In a statement last week, Archbishop Pius Ncube said South Africa is in a good position to put pressure on Zimbabwe and to force Mugabe’s government to change through sanctions, if necessary. Instead, South Africa chooses to remain silent, said the archbishop.
South Africa’s neighbor to the north continues to suffer what many are calling a total collapse, as Zimbabwe’s economy is in total collapse and its ruling regime fights to remain in power.
The prelate’s statement came as a civic group of exiled Zimbabwean dissidents in South Africa criticized African leaders for remaining silent about Zimbabwe. Europe and the United States have already condemned the situation. Yet, President Mugabe has remained defiant in the face of international criticism.
Ten days ago, several dozen opposition leaders were beaten while in police custody after they tried to gather for a prayer rally. One person died in the incident and several others were hospitalized. The group says dozens of other opposition activists have since been arrested.
According to Chris Moroleng, an analyst with South Africa's Institute for Security Studies, the confrontation between the Mugabe government and its opponents has entered a new phase.
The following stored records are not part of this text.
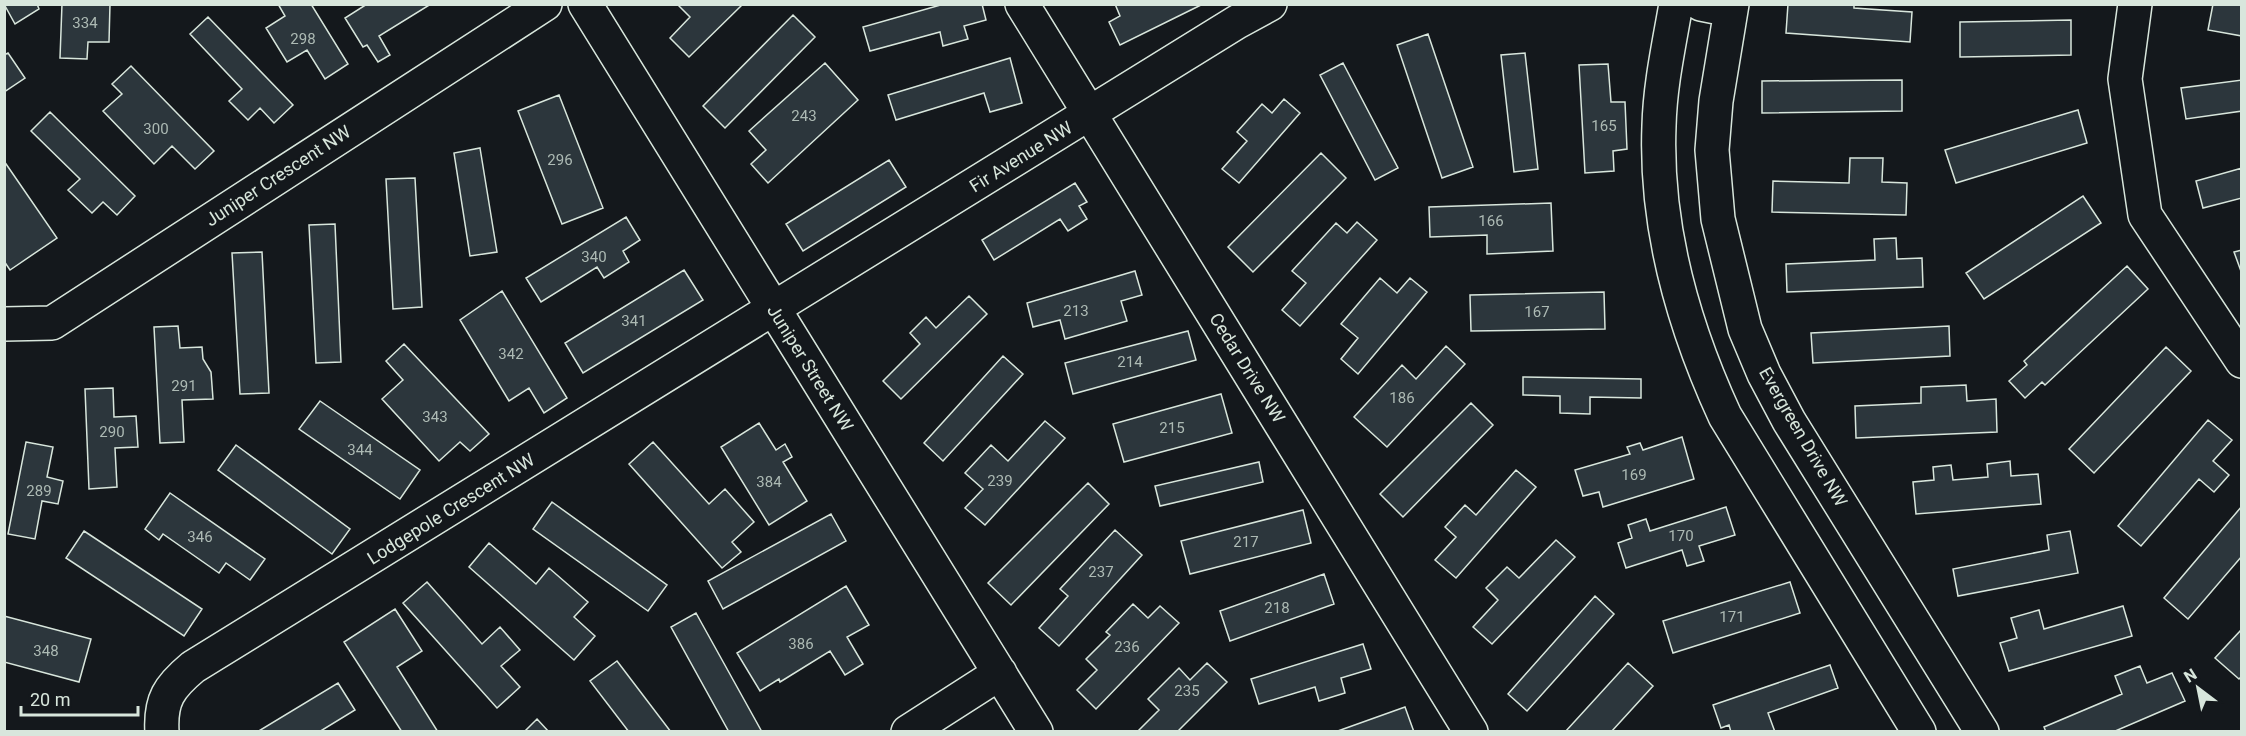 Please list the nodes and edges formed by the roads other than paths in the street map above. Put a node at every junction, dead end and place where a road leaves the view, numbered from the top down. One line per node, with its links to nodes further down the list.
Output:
1 (545, 4): 10 (street, Juniper Crescent NW)
2 (585, 4): 9 (street, Juniper Street NW)
3 (1022, 4): 8 (street, Cedar Drive NW)
4 (1270, 4): 8 (street, Fir Avenue NW)
5 (1676, 4): 17 (street)
6 (2135, 4): 11 (street)
7 (1721, 6): 18 (street, Evergreen Drive NW)
8 (1090, 114): 9 (street, Fir Avenue NW); 16 (street, Cedar Drive NW)
9 (773, 310): 12 (street, Juniper Street NW); 13 (street, Lodgepole Crescent NW)
10 (4, 324)
11 (2241, 361)
12 (1000, 674): 14 (street); 15 (street, Juniper Street NW)
13 (162, 732)
14 (908, 732)
15 (1036, 732)
16 (1471, 732)
17 (1919, 732)
18 (1982, 732)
The government is no longer waiting for incidents to occur. Rather, it is “preemptively attacking the opposition and civil society before a direct confrontation takes place," he was quoted as saying by VOA.
Defenders of South Africa's policy say behind-the-scenes diplomacy is far more effective than public statements, and broad economic sanctions would only hurt the Zimbabwean people.
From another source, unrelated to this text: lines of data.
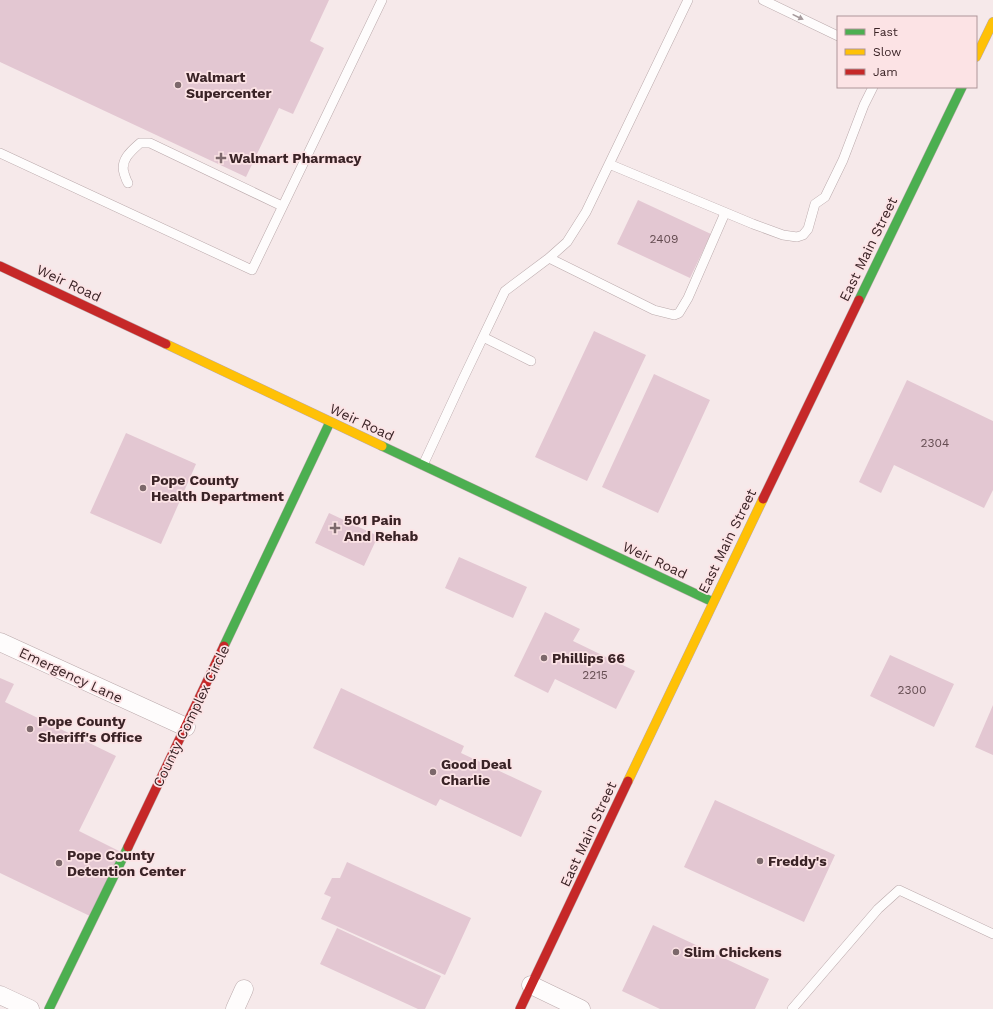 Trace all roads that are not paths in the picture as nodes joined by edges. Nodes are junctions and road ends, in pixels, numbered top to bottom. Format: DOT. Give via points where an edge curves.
graph roads {
  1 [pos="382,0"];
  2 [pos="688,0"];
  3 [pos="763,0"];
  4 [pos="993,22"];
  5 [pos="837,36"];
  6 [pos="977,55"];
  7 [pos="872,88"];
  8 [pos="962,88"];
  9 [pos="0,153"];
  10 [pos="609,164"];
  11 [pos="128,182"];
  12 [pos="282,206"];
  13 [pos="725,213"];
  14 [pos="549,258"];
  15 [pos="0,266"];
  16 [pos="483,336"];
  17 [pos="531,361"];
  18 [pos="330,422"];
  19 [pos="423,466"];
  20 [pos="713,602"];
  21 [pos="0,642"];
  22 [pos="186,727"];
  23 [pos="993,934"];
  24 [pos="531,985"];
  25 [pos="244,989"];
  26 [pos="0,995"];
  27 [pos="30,1009"];
  28 [pos="49,1009"];
  29 [pos="235,1009"];
  30 [pos="520,1009"];
  31 [pos="581,1009"];
  32 [pos="792,1009"];
  1 -- 12 [label="lane"];
  2 -- 10 [label="lane"];
  3 -- 5 [label="lane, one-way"];
  4 -- 6 [label="main road"];
  7 -- 13 [label="lane" via="843,160 825,197 815,204 808,229 803,235 783,235"];
  8 -- 20 [label="main road, East Main Street"];
  9 -- 12 [label="lane" via="252,270"];
  10 -- 13 [label="lane"];
  10 -- 14 [label="lane" via="568,242"];
  11 -- 12 [label="lane" via="123,172 124,162 140,143 150,143"];
  13 -- 14 [label="lane" via="688,298 679,313 674,315 654,310"];
  14 -- 16 [label="lane" via="505,291"];
  15 -- 18 [label="main road, Weir Road"];
  16 -- 17 [label="lane"];
  16 -- 19 [label="lane"];
  18 -- 19 [label="main road, Weir Road"];
  18 -- 22 [label="main road, County Complex Circle"];
  19 -- 20 [label="main road, Weir Road"];
  20 -- 24 [label="main road, East Main Street"];
  21 -- 22 [label="street, Emergency Lane"];
  22 -- 28 [label="main road, County Complex Circle"];
  23 -- 32 [label="lane" via="899,890 878,909"];
  24 -- 30 [label="main road, East Main Street"];
  24 -- 31 [label="street"];
  25 -- 29 [label="street"];
  26 -- 27 [label="street"];
}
Anglican Archbishop Desmond Tutu of South Africa also criticized South Africa’s inaction in a March 16 statement.
Africans should "hang our heads in shame" at this week's suppression of the opposition protest in Zimbabwe, he said.
"What more has to happen before we who are leaders, religious and political, of our mother Africa are moved to cry out 'Enough is enough'?” he wrote. “Do we really care about human rights, do we care that people of flesh and blood, fellow Africans are being treated like rubbish, almost worse than they were ever treated by rabid racists?"
Last week, Zwelinzima Vavi, Secretary-General of the Congress of South African Trade Unions (Cosatu), said events in Zimbabwe showed that South Africa's policy of "silent diplomacy" had not worked, reported CISA.
The security group of the Southern African Development Community is to meet in a few days to discuss the situation.
The top Catholic archbishop of Zimbabwe is calling on South Africa to impose political pressures on President Robert Mugabe’s government, in an effort to stem the human rights violations in the country, Voice of America has reported.